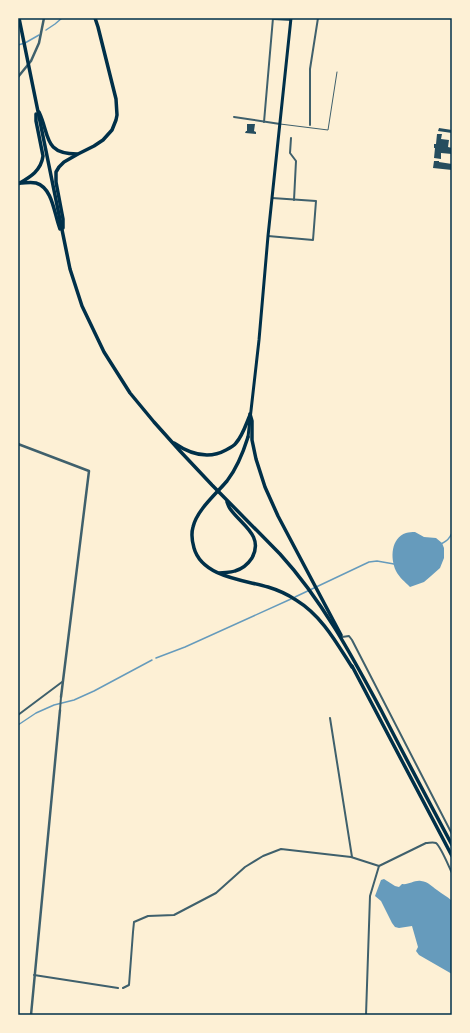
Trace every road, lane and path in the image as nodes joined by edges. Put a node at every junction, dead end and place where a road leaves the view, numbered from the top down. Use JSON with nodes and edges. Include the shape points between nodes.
{"nodes":[{"id":1,"x":19,"y":18,"type":"edge"},
{"id":2,"x":44,"y":18,"type":"edge"},
{"id":3,"x":94,"y":18,"type":"edge"},
{"id":4,"x":318,"y":18,"type":"edge"},
{"id":5,"x":273,"y":19,"type":"edge"},
{"id":6,"x":291,"y":19,"type":"edge"},
{"id":7,"x":337,"y":72,"type":"dead end"},
{"id":8,"x":18,"y":77,"type":"edge"},
{"id":9,"x":36,"y":104,"type":"junction"},
{"id":10,"x":234,"y":117,"type":"dead end"},
{"id":11,"x":264,"y":122,"type":"junction"},
{"id":12,"x":280,"y":124,"type":"junction"},
{"id":13,"x":310,"y":125,"type":"dead end"},
{"id":14,"x":291,"y":138,"type":"dead end"},
{"id":15,"x":78,"y":154,"type":"junction"},
{"id":16,"x":19,"y":183,"type":"edge"},
{"id":17,"x":272,"y":198,"type":"junction"},
{"id":18,"x":294,"y":200,"type":"junction"},
{"id":19,"x":268,"y":236,"type":"junction"},
{"id":20,"x":64,"y":239,"type":"junction"},
{"id":21,"x":250,"y":414,"type":"junction"},
{"id":22,"x":248,"y":437,"type":"joint"},
{"id":23,"x":18,"y":444,"type":"edge"},
{"id":24,"x":180,"y":449,"type":"junction"},
{"id":25,"x":224,"y":497,"type":"junction"},
{"id":26,"x":220,"y":573,"type":"junction"},
{"id":27,"x":331,"y":623,"type":"junction"},
{"id":28,"x":342,"y":637,"type":"junction"},
{"id":29,"x":352,"y":667,"type":"junction"},
{"id":30,"x":365,"y":681,"type":"junction"},
{"id":31,"x":62,"y":682,"type":"junction"},
{"id":32,"x":61,"y":697,"type":"joint"},
{"id":33,"x":60,"y":710,"type":"joint"},
{"id":34,"x":18,"y":715,"type":"edge"},
{"id":35,"x":330,"y":718,"type":"dead end"},
{"id":36,"x":452,"y":834,"type":"edge"},
{"id":37,"x":452,"y":845,"type":"edge"},
{"id":38,"x":452,"y":856,"type":"edge"},
{"id":39,"x":352,"y":857,"type":"junction"},
{"id":40,"x":379,"y":866,"type":"junction"},
{"id":41,"x":452,"y":873,"type":"edge"},
{"id":42,"x":34,"y":975,"type":"junction"},
{"id":43,"x":118,"y":988,"type":"dead end"},
{"id":44,"x":123,"y":988,"type":"dead end"},
{"id":45,"x":31,"y":1015,"type":"edge"},
{"id":46,"x":366,"y":1015,"type":"edge"}],
"edges":[{"from":1,"to":9,"type":"highway"},
{"from":2,"to":8,"type":"street","via":[[40,43],[31,61]]},
{"from":3,"to":15,"type":"highway","via":[[116,99],[117,114],[108,135]]},
{"from":4,"to":13,"type":"street","via":[[310,69]]},
{"from":5,"to":6,"type":"street"},
{"from":5,"to":11,"type":"street"},
{"from":6,"to":12,"type":"main road"},
{"from":7,"to":12,"type":"lane","via":[[328,130]]},
{"from":9,"to":15,"type":"highway","via":[[51,145],[64,153]]},
{"from":9,"to":16,"type":"highway","via":[[42,162],[37,171]]},
{"from":9,"to":20,"type":"highway"},
{"from":10,"to":11,"type":"street"},
{"from":11,"to":12,"type":"street"},
{"from":12,"to":17,"type":"main road"},
{"from":14,"to":18,"type":"street","via":[[290,153],[296,161]]},
{"from":15,"to":20,"type":"highway","via":[[61,165],[55,177]]},
{"from":16,"to":20,"type":"highway","via":[[37,184],[48,193]]},
{"from":17,"to":18,"type":"street"},
{"from":17,"to":19,"type":"main road"},
{"from":18,"to":19,"type":"street","via":[[316,201],[312,240]]},
{"from":19,"to":21,"type":"main road"},
{"from":20,"to":24,"type":"highway","via":[[82,306],[104,352],[130,393]]},
{"from":21,"to":22,"type":"main road"},
{"from":21,"to":24,"type":"highway","via":[[236,443],[219,454],[194,453]]},
{"from":21,"to":28,"type":"highway","via":[[252,440],[262,481]]},
{"from":22,"to":26,"type":"highway","via":[[234,470],[200,512],[192,529],[193,544],[199,558]]},
{"from":23,"to":31,"type":"street","via":[[88,471]]},
{"from":24,"to":25,"type":"highway"},
{"from":25,"to":26,"type":"highway","via":[[231,510],[251,532],[255,544],[254,552],[247,564],[235,571]]},
{"from":25,"to":27,"type":"highway","via":[[303,581]]},
{"from":26,"to":29,"type":"highway","via":[[269,587],[296,600],[332,634]]},
{"from":27,"to":29,"type":"highway"},
{"from":27,"to":30,"type":"highway"},
{"from":28,"to":30,"type":"highway"},
{"from":28,"to":36,"type":"street","via":[[349,636],[352,640]]},
{"from":29,"to":38,"type":"highway"},
{"from":30,"to":37,"type":"highway"},
{"from":31,"to":32,"type":"street"},
{"from":31,"to":34,"type":"street"},
{"from":32,"to":33,"type":"street"},
{"from":33,"to":42,"type":"street"},
{"from":35,"to":39,"type":"street"},
{"from":39,"to":40,"type":"street"},
{"from":39,"to":44,"type":"street","via":[[281,849],[245,867],[216,892],[174,915],[148,916],[134,922],[129,985]]},
{"from":40,"to":41,"type":"street","via":[[431,842],[439,847]]},
{"from":40,"to":46,"type":"street","via":[[370,896]]},
{"from":42,"to":43,"type":"street"},
{"from":42,"to":45,"type":"street"}]}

ACTIVITY = Pull every line with the string "nodes" from the data above.

RESULT BELOW =
Trace every road, lane and path in the image as nodes joined by edges. Put a node at every junction, dead end and place where a road leaves the view, numbered from the top down. Use JSON with nodes and edges. Include the shape points between nodes.
{"nodes":[{"id":1,"x":19,"y":18,"type":"edge"},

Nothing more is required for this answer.